Meditation: Die Rückkehr zum Selbst
Meditation ist die bewusste Reise durch alle drei Schichten des Geistes. Sie beginnt an der Oberfläche – mit dem Gewahrsein von Gedanken und Sinneseindrücken – und führt dann nach innen, durch das Unterbewusstsein, bis hin zum subtilsten Geist. Von dort aus treten wir vollständig über den Geist hinaus – in das reine Gewahrsein.
Diese Reise spiegelt den Prozess des Schlafes wider. Doch im Gegensatz zum gewöhnlichen Schlaf erlaubt uns die Meditation, diese Zustände mit bewusster Präsenz zu durchschreiten. Wenn die Meditation so tief wird, dass alle geistige Aktivität sich auflöst und nur noch das Gewahrsein bleibt, wird der Zustand des Nirvikalpa Samadhi erreicht – reines Gewahrsein ohne Gedanken, Form oder Trennung. In diesem Zustand wird das Ego transzendiert, und das Selbst wird als grenzenloses Gewahrsein erkannt.
Fazit: Die Rückkehr zu unserem wahren Selbst
Die Reise durch die Schichten des Geistes – vom groben Geist über den subtilen bis zum subtilsten Geist und letztlich zum Gewahrsein – ist die Rückkehr zu unserem wahren Selbst. Es ist die Rückkehr zu dem, was wir im tiefsten Inneren sind – jenseits aller Geisteszustände, Gedanken und Emotionen. Meditation, Selbsterforschung und Achtsamkeit sind Werkzeuge, die uns helfen, das Gewahrsein zu erkennen und darin zu ruhen – das Licht, das alle Bewusstseinszustände erleuchtet.
Jeder Schritt auf diesem Weg ist eine Gelegenheit, uns selbst tiefer zu erkennen, zu heilen und zu erwachen. Wenn wir den Keller des Unterbewusstseins reinigen und erkennen, dass wir nicht der Geist, nicht der Körper und nicht das Ego sind – sondern das Licht, das all dies sieht –, beginnen wir, mit Klarheit, Mitgefühl und innerer Freiheit zu leben.
Wir sind nicht der Inhalt unseres Geistes.
Wir sind das Gewahrsein, in dem der Geist erscheint.
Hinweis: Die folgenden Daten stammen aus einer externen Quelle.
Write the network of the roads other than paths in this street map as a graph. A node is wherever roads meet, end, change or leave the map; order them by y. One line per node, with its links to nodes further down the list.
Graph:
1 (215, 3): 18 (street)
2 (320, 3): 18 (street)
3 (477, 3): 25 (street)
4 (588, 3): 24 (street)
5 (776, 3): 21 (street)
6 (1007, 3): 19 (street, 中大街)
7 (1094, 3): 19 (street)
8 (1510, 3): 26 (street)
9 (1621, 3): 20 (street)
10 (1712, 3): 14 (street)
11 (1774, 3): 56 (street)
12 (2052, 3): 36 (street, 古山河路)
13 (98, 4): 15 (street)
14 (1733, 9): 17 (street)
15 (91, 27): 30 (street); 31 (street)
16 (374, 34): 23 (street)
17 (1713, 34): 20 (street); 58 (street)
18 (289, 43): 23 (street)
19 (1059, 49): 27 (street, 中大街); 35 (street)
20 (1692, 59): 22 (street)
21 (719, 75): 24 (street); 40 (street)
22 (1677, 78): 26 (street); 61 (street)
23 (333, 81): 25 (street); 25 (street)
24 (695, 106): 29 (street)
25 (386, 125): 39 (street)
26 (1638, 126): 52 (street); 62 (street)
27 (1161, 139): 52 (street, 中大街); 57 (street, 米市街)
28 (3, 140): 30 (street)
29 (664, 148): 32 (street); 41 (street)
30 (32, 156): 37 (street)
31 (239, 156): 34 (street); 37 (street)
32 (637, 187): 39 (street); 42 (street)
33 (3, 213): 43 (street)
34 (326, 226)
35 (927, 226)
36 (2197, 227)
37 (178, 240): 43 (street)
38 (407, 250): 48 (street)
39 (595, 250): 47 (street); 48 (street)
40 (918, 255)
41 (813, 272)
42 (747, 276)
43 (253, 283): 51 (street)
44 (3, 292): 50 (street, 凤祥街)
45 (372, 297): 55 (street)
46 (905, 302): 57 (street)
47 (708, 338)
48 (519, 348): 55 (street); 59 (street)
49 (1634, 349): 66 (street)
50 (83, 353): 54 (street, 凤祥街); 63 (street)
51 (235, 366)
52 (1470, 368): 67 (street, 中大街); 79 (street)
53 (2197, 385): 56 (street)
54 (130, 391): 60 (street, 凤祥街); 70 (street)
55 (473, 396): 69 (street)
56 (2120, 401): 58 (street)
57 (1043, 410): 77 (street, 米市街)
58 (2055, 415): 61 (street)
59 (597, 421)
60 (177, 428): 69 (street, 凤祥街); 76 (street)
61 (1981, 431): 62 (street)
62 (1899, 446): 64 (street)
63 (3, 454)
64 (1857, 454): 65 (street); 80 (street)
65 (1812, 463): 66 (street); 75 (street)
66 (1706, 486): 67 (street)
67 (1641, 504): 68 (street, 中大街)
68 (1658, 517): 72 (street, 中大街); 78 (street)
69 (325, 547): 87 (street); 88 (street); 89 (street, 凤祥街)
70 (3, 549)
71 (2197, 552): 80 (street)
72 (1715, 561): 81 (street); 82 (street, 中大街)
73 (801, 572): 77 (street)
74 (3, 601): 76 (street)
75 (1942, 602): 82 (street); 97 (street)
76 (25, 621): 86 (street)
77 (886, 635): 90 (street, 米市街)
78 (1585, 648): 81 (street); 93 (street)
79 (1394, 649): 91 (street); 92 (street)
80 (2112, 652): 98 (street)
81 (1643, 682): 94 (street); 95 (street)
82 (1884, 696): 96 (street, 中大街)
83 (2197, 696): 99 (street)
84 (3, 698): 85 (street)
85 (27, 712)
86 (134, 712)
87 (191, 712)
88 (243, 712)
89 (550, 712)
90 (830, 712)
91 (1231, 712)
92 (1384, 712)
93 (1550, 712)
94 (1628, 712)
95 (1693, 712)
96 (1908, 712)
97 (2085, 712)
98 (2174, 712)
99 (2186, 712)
In diesem Zustand sind wir frei von den Begrenzungen des Geistes und des Egos. Wir erfahren einen tiefen Frieden, Klarheit und Einheit mit allen Wesen. Gewahrsein ist nicht nur etwas, das wir erleben – es ist das Fundament unseres Daseins. Indem wir das Gewahrsein erkennen und uns damit in Einklang bringen, kehren wir zu unserer wahren Natur zurück – und in dieser Rückkehr finden wir die höchste Freiheit.